=== Begin Enclosure ===

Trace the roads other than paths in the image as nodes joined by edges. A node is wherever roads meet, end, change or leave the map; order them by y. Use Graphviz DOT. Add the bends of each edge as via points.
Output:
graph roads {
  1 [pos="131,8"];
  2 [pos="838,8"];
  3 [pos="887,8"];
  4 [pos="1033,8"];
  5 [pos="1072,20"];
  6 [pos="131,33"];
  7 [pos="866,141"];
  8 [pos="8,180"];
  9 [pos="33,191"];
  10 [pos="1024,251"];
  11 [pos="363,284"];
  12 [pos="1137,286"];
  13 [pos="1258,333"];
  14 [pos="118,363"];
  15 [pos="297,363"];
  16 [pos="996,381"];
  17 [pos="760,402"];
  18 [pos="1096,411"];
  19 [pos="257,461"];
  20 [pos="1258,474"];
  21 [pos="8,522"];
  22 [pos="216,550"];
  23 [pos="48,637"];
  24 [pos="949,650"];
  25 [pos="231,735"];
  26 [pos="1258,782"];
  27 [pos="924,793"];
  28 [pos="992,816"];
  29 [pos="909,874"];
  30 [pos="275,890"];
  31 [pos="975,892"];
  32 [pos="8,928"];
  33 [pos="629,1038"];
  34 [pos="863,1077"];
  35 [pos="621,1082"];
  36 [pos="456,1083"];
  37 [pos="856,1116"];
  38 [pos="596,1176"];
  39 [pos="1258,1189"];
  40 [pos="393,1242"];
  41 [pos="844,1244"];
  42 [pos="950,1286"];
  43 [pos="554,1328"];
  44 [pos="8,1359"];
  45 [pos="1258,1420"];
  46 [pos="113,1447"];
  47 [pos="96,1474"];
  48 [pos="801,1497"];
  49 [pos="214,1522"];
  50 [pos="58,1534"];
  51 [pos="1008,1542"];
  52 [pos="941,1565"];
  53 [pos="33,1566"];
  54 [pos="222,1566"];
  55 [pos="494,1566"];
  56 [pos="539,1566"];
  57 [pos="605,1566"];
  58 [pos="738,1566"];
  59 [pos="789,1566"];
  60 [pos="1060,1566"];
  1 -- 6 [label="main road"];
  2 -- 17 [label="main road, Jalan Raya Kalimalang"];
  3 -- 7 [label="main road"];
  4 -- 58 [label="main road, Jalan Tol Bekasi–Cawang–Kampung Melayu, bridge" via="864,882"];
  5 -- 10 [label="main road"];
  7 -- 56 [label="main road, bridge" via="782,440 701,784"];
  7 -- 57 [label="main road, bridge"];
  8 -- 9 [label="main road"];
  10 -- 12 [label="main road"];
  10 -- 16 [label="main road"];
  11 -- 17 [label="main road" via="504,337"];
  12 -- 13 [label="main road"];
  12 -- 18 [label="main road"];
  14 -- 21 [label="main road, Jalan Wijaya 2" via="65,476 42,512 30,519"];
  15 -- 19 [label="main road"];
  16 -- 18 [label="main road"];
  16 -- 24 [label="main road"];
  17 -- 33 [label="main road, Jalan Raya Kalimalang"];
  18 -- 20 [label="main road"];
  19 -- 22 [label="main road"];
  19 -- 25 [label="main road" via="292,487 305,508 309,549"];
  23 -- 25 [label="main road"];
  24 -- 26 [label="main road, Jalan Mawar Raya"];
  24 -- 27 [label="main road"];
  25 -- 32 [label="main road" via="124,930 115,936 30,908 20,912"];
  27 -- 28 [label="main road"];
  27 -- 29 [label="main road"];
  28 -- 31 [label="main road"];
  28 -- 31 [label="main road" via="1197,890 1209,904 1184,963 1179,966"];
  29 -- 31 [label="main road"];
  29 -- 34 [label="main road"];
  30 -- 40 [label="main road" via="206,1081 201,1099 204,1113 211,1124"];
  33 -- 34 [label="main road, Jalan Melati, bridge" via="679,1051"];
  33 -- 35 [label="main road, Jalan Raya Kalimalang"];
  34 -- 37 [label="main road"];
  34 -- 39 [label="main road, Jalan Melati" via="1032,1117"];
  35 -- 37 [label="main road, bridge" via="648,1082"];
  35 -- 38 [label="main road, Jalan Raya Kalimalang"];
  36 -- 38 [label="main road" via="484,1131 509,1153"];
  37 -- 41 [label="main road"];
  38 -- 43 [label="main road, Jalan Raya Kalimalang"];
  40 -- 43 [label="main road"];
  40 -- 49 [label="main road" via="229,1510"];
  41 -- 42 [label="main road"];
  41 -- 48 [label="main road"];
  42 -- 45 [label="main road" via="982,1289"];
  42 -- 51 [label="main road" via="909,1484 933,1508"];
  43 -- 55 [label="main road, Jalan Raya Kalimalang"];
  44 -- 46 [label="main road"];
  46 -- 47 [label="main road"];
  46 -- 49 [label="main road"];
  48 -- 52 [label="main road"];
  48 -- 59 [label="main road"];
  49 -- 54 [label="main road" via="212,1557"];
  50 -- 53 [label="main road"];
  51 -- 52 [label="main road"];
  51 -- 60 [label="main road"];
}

=== End Enclosure ===

For the listing above, find how many lines hold the word "roads". Only the number should be written.

Answer below: 2